To determine the current bandwidth that the company has at its disposal, it can perform a bandwidth test. The simple test gives the business a figure that it can use as a benchmark for what it currently can use from its ISP. As IBM states, bandwidth determines how fast data moves across the network, and the result of the bandwidth test will be used in the next step to help us determine if the company has enough bandwidth to support its needs.
Gauge Current Usage
Bandwidth is spread out across a company and is usually used more for downloading than it is for uploading. To this end, Cox Blue informs us, ISP's consider downloading to be a higher priority than uploading and thus prioritize the download speed. The number of employees connected to the internet at the same time will be a significant factor in determining bandwidth usage. The split bandwidth means that, for transfer-intensive tasks, each user only has a maximum throughput of their portion of the company's total bandwidth. If all the users are doing is surfing, emailing and the occasional social media upload, then lower bandwidth may suffice. However, with more data-intensive tasks, the need for more bandwidth will arise.
A business can break down its internet usage into individual tasks, and then use the average bandwidth requirement for those tasks as a rule of thumb to help determine the optimal connection speed. Among these common tasks are:
- Backup 2 Mbps
- Cloud services 1.5 Mbps
- Email no attachment 1 Mbps
- Email with attachment 1.15 Mbps
- File sharing 0.5 Mbps
- Messaging 0.5 Mbps
- Online banking 0.2 Mbps
- Online research 0.33 Mbps
- Social media 0.2 Mbps
- Streaming webinar 1.5 Mbps
- Training webinar 1.5 Mbps
- Uploading photos 1.5 Mbps
- Uploading large files 2 Mbps
- Video conferencing 4 Mbps
- VoIP calls 0.01 Mbps
- VoIP video calls 1.28 Mbps
- Web browsing 0.33 Mbps
- Wi-Fi 1 Mbps
Factor In Number of Users
After a company has figured out what the average usage of their business internet tasks is likely to be and which users are assigned which tasks, the next step is to multiply the number of users by the tasks assigned to them. As more users enter the network and dedicate bandwidth to more responsibilities, the need for internet bandwidth rises proportionally. This methodology doesn't factor in individual usage from client and employee devices or other connected devices that may exist around the office, such as printers that connect to their manufacturer website for firmware and software updates.
The number a company gets from this analysis is simply a guide to the Minimum Required Connection Speed that it needs to be functional. A business should not employ it as a definitive statement to order an internet package for a business. However, it does offer insight into the base requirements of the company.
Compare Current Connection Speed to Minimum Required Connection Speed
Once a business has both numbers in their possession, they can set about comparing what they currently pay for to the minimum that the company requires.

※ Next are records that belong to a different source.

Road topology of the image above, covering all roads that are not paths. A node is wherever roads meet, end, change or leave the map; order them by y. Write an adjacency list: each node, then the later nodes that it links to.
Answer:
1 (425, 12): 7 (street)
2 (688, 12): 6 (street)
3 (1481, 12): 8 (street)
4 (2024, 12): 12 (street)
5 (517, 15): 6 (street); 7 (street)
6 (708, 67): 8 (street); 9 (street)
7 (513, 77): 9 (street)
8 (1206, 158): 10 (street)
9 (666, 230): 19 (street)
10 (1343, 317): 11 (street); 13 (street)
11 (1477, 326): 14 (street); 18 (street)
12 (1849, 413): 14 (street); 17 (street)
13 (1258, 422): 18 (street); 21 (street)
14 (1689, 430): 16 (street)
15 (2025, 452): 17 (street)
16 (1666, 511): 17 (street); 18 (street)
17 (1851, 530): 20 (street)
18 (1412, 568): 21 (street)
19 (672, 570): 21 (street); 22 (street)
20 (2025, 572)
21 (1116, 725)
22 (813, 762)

In some cases, the company can safely half the amount of money they spend on an internet connection without affecting productivity. However, in some cases having faster internet is more of a necessity, and the bandwidth the company currently has access to is woefully small for the tasks that the business needs to complete.
Small Biz Trends notes that a general rule-of-thumb a company can get a ballpark figure for maximum bandwidth by starting with 5 Mbps connection and adding 0.5MBPS for each employee that uses the connection. In some companies, this will lead to wildly exaggerated numbers, but for smaller companies, it might be a useful estimation for the upper limit of what the company may need in terms of bandwidth. Choosing a bandwidth that falls within the minimum required, and the estimated maximum is an excellent start.
Assess Usage Over the Quarter
Businesses grow, and so do their requirements for internet bandwidth. Some applications might require increased bandwidth when they upgrade, and those must enter into the final determination for the cost of internet bandwidth. To ensure the company keeps ahead of the demand curve and doesn't find itself mired in inefficient bandwidth usage, an assessment should be done each quarter to verify that all systems work correctly and that there aren't widespread reports of slower than usual internet connection speeds.
A Constant Race
Technology changes and businesses need to adapt to these changes. Technology that offers the edge to some enterprises can also impact their infrastructural needs. For specific technology to work correctly, the infrastructural framework must be established and maintained. Going through this checklist will ensure that a business will have an idea for its initial connection bandwidth, but will also develop a system for retracing the company's steps when it needs to upgrade its bandwidth speed to deal with the inclusion of new hardware or software.